**Exercise prompt**.
A copy is needed of each line in the records that has the word "Michoacán".

####

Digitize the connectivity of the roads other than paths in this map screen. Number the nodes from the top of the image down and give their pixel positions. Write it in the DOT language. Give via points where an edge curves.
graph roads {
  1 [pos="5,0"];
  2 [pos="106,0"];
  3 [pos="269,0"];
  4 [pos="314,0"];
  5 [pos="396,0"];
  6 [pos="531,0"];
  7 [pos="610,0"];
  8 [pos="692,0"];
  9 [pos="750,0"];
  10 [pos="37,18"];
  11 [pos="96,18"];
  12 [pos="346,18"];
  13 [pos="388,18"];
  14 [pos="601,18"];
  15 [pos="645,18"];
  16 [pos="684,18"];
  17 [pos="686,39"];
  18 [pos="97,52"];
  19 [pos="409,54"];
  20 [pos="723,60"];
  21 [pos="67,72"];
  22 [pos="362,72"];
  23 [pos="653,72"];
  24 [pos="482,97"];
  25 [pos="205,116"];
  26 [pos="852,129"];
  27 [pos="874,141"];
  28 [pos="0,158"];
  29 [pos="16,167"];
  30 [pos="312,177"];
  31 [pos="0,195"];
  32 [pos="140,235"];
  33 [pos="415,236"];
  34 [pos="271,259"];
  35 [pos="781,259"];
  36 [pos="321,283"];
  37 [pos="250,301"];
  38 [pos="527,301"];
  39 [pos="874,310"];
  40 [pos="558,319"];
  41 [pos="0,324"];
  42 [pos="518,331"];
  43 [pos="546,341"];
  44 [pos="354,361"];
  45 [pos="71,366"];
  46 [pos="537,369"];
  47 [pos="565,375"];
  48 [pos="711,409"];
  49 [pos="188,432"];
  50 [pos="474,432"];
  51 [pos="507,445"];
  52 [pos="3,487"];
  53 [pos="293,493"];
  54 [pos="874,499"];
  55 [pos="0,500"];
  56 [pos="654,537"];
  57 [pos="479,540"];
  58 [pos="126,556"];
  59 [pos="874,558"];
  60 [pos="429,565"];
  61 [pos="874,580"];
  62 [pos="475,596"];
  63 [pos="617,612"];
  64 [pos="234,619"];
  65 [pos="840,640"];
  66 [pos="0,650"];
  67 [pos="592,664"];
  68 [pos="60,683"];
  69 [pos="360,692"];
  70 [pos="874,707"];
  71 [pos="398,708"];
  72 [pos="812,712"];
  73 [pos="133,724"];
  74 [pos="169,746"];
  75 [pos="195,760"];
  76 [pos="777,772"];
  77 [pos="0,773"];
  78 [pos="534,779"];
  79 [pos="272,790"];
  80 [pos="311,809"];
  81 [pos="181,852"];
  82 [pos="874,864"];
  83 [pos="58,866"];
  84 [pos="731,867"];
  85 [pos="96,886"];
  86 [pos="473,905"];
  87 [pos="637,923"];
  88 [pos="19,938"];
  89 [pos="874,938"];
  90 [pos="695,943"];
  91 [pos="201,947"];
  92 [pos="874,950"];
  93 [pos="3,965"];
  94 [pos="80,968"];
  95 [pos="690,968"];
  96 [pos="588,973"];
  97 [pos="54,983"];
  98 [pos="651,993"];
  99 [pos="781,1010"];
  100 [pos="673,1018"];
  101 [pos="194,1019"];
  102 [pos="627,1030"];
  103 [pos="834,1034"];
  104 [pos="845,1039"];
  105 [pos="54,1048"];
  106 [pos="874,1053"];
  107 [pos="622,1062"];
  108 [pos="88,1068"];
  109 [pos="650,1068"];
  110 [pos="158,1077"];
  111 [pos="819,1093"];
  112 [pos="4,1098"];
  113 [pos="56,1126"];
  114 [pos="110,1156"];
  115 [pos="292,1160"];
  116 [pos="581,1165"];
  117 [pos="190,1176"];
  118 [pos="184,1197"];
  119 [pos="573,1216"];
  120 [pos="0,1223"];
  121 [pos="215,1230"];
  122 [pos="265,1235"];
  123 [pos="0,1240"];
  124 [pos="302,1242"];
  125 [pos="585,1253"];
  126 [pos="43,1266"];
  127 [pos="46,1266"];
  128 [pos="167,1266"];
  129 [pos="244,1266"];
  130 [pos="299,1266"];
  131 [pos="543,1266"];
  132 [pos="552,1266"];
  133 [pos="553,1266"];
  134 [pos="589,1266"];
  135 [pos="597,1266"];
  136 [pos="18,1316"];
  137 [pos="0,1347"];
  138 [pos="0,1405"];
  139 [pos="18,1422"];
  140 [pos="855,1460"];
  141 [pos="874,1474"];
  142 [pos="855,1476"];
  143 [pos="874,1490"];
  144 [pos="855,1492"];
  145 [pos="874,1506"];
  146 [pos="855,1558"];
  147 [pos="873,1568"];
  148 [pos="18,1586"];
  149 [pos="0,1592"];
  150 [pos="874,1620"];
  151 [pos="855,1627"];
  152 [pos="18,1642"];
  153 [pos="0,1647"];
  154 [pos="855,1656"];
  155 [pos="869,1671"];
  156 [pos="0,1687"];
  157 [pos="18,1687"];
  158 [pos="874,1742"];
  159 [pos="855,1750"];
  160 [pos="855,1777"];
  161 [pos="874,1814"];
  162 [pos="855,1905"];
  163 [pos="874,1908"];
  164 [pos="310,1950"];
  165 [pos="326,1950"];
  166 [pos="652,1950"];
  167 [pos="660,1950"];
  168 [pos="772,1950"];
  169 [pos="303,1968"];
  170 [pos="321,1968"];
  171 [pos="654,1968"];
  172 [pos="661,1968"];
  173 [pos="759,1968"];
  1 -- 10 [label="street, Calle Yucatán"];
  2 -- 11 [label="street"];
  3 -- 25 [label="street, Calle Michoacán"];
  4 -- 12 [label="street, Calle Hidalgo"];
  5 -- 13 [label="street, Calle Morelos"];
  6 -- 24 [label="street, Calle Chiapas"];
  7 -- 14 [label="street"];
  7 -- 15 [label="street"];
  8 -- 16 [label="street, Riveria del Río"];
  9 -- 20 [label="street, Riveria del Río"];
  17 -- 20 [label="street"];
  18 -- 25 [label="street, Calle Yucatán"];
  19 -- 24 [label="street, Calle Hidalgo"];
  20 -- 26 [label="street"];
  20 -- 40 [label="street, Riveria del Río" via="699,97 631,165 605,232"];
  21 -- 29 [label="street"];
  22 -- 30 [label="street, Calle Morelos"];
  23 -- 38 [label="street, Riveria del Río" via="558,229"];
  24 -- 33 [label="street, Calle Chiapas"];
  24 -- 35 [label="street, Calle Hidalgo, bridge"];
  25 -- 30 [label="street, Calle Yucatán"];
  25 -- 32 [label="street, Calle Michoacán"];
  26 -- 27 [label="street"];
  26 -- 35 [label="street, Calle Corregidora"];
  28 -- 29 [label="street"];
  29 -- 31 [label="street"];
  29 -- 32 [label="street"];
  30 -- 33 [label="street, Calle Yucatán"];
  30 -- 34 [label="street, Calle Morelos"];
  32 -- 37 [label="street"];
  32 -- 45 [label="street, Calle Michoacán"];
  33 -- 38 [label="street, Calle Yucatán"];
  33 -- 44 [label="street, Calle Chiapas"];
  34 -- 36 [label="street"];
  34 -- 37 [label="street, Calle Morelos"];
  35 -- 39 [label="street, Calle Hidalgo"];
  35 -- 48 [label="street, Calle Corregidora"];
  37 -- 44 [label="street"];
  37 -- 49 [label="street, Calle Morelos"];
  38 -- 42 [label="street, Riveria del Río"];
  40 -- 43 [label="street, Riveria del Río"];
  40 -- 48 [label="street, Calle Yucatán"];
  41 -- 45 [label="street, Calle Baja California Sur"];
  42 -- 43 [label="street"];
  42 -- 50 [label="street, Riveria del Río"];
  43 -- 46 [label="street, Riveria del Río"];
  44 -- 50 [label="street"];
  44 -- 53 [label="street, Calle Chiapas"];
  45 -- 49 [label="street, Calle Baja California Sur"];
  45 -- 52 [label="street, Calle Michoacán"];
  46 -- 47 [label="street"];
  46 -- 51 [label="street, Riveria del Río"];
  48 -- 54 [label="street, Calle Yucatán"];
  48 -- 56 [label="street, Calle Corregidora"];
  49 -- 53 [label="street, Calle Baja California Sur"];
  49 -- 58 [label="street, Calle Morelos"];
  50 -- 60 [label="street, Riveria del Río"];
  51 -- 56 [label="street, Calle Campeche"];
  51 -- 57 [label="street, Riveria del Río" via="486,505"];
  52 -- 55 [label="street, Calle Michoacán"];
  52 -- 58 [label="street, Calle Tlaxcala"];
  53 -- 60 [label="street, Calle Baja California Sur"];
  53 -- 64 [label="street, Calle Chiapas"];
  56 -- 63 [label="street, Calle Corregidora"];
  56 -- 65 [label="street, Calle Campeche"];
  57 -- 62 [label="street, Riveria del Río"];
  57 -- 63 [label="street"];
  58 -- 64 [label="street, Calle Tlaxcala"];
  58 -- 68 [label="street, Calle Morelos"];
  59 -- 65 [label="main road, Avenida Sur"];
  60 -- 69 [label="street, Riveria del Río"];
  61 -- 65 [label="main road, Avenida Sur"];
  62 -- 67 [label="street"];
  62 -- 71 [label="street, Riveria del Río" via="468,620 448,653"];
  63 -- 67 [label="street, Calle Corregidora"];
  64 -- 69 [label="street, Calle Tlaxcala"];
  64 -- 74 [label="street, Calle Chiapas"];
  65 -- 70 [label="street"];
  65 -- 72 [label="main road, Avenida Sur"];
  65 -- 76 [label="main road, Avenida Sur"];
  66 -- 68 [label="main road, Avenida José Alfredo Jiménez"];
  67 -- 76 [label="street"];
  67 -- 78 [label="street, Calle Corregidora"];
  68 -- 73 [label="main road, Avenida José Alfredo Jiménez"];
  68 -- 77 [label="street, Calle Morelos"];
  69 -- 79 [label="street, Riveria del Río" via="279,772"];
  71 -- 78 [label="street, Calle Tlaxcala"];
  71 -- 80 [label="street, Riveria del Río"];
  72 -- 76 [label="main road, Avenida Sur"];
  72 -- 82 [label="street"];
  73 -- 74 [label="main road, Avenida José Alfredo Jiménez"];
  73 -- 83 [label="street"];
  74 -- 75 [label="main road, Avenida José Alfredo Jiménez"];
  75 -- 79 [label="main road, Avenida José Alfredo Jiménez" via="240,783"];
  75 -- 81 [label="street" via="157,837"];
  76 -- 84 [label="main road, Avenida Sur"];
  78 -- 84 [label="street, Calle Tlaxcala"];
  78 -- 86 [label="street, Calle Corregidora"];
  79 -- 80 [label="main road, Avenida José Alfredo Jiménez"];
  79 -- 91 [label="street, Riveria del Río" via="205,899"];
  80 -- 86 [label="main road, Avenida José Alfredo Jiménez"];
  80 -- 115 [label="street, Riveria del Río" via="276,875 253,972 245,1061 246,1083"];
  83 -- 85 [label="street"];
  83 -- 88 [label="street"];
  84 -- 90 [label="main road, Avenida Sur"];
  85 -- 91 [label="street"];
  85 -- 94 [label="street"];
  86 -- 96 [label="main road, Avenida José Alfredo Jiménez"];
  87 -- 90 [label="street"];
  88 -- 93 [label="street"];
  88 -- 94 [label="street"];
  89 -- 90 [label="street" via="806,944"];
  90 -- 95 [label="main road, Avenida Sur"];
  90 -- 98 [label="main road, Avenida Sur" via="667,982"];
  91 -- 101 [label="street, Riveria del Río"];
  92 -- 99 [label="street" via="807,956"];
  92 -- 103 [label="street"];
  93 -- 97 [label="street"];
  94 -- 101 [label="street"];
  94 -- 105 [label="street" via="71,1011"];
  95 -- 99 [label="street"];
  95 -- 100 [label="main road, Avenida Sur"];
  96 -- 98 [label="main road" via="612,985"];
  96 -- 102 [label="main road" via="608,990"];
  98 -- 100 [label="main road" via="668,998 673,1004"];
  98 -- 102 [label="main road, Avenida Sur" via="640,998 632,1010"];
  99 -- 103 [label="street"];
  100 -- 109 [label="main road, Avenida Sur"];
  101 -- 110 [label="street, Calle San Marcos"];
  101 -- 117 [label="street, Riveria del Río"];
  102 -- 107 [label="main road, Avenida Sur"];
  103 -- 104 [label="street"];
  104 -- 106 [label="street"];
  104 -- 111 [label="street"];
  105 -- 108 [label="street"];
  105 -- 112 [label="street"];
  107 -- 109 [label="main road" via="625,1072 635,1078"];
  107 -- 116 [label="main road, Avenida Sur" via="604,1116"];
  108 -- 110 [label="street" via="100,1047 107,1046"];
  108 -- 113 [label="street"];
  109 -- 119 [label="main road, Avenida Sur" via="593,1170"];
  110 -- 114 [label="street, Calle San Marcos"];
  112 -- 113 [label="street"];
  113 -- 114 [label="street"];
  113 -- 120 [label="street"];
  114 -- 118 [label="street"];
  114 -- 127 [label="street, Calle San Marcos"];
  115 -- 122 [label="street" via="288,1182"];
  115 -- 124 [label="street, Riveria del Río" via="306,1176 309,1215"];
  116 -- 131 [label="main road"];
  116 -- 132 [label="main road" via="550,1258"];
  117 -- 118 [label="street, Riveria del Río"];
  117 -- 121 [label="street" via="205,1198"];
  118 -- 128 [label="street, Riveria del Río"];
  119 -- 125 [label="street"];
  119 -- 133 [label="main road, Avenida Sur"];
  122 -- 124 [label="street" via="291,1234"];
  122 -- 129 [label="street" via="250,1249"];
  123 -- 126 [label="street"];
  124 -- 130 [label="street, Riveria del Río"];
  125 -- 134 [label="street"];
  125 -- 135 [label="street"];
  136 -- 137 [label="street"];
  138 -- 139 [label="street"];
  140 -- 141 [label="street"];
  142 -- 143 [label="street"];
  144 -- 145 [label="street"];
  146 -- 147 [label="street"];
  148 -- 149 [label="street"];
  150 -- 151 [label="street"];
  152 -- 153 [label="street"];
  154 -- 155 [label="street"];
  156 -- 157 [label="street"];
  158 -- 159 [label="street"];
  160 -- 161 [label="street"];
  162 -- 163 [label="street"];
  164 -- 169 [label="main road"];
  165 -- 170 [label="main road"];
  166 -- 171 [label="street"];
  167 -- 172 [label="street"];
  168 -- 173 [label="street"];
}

####

**Task result**.
  3 -- 25 [label="street, Calle Michoacán"];
  25 -- 32 [label="street, Calle Michoacán"];
  32 -- 45 [label="street, Calle Michoacán"];
  45 -- 52 [label="street, Calle Michoacán"];
  52 -- 55 [label="street, Calle Michoacán"];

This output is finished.